Grieving: Mending my broken heart

My broken heart just really needs a big cuddle right now and I need to learn how to do that for myself.

It’s been three weeks now since my dad died. I’d been doing pretty well until last week, keeping strong and ploughing on. I’ve been outwardly cheery and strong to the point where you’d think nothing of any consequence had happened in my life. 

The first couple of weeks after someone dies you’re busy. You’ve got stuff to do, people to talk to, arrangements to make. Then it all stops and the world carries on without you.

Last week the world quietly took itself off pause and carried on and I crumbled. I crumbled and touched the edge of the abyss and I scared myself. Last week there was time and space for me to open the door a little bit on my grief. I shone a light inside and saw that my heart was broken. I have an utterly broken heart.

I don’t know how to mend my broken heart. Everyone says that time is a healer. I’ve been quoted three months to get over the shock, one year to get through the first tranche of painful anniversary memories and three years to get over it properly. I’m taking it one day at a time and for the record I don’t think I’ll ever get over it.

I am excellent at compartmentalising things. I put little lumps of feelings, painful experiences, whatever, in boxes in my mind and when I’m feeling strong enough I take one down off the shelf and look inside. Sometimes I have a rummage about and wonder what the fuss was about, sometimes I slam the lid shut for it never to be opened again. 

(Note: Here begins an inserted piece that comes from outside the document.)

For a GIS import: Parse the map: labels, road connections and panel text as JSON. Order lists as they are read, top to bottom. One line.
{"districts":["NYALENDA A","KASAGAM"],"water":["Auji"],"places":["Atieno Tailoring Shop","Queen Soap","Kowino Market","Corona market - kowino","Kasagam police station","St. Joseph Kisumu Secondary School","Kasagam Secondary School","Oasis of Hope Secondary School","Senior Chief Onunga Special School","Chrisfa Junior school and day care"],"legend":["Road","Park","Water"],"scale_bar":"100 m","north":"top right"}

I think this is a box that will become very well worn over time. I’ll take it down, open it a bit, deal with whatever pain and sorrow I can and then close it and put it back where it come from. I also know the box next to it on the shelf contains a whole load of really wonderful, special memories of my dad too. I’ll try and open that box and share its contents as much as I can too.

I love my dad. He was one of the biggest and brightest stars in my universe. I will always love him and I will always miss him and I’m going to try very hard not to fall into the abyss again. He told one of his friends that I was one of the strongest people he knew and I’m going to try and make that true.

broken heart

Nothing will ever be the same again

Grief makes everyone act and react in different ways. On 25th June 2016 my dad died suddenly and I was tossed into that weird limbo stage, part grieving, part organising everything, part comforting his also grieving friends and relatives. It’s been nothing short of a privilege to know my dad, he was a one off in the truest sense and we have been overwhelmed with love and support since he died.

Nothing will ever be the same again.

Everyone copes with loss differently. I can see this in my immediate family and in his close friends. There are said to be five stages of grief – denial, anger, bargaining, depression and acceptance. For me I feel like I rattled through them quite quickly, but even now as I write this just over two weeks since I last saw him, I am very aware of the gaping hole he has left in my life. I will miss him forever. I know this to be a fact.

In times of adversity, and there have been many of those such times for me in recent years, I have turned to my dad, my husband and to a small but loyal band of close friends to help me through.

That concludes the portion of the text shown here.